++++ Material supplied ++++

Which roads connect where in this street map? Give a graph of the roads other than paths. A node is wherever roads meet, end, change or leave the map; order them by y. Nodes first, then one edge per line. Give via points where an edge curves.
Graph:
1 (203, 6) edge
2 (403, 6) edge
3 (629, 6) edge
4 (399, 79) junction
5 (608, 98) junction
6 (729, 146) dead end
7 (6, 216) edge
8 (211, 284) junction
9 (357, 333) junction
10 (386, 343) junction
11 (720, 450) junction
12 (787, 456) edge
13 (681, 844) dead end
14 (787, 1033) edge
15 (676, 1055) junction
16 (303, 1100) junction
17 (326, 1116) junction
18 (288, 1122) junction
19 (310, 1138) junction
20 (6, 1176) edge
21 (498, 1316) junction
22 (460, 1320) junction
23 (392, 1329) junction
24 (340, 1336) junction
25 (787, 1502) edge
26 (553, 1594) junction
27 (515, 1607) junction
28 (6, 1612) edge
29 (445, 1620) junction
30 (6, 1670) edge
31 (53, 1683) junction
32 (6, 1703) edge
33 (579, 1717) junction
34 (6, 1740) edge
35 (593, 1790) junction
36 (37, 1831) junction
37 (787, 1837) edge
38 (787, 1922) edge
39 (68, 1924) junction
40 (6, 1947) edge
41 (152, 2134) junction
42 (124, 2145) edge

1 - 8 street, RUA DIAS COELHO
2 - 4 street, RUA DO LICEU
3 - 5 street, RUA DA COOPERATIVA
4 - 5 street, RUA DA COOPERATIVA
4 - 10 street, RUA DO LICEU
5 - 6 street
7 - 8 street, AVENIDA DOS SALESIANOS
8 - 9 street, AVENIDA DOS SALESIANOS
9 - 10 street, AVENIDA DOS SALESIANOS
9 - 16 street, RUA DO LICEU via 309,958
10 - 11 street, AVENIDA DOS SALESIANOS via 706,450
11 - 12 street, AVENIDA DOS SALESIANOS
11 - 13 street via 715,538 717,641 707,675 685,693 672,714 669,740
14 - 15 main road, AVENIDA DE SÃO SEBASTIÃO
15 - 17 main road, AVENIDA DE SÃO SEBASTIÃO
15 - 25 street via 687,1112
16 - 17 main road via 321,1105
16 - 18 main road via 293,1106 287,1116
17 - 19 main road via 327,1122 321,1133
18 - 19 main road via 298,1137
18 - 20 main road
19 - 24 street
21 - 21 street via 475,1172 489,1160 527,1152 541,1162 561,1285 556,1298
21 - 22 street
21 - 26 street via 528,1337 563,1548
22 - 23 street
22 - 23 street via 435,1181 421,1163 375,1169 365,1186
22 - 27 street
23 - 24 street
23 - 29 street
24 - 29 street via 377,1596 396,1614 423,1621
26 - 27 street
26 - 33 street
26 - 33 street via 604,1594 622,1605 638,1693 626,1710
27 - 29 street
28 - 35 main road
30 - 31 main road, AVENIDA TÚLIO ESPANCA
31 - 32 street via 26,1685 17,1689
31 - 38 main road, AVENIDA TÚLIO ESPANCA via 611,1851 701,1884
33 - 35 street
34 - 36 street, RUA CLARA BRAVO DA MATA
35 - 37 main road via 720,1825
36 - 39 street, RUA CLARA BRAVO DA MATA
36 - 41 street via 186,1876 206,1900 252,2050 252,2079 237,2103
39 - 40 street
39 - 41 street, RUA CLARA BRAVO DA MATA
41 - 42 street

++++

Task directions: In the entries above, identify every line with the word "COOPERATIVA". Copy those lines.

Solution:
3 - 5 street, RUA DA COOPERATIVA
4 - 5 street, RUA DA COOPERATIVA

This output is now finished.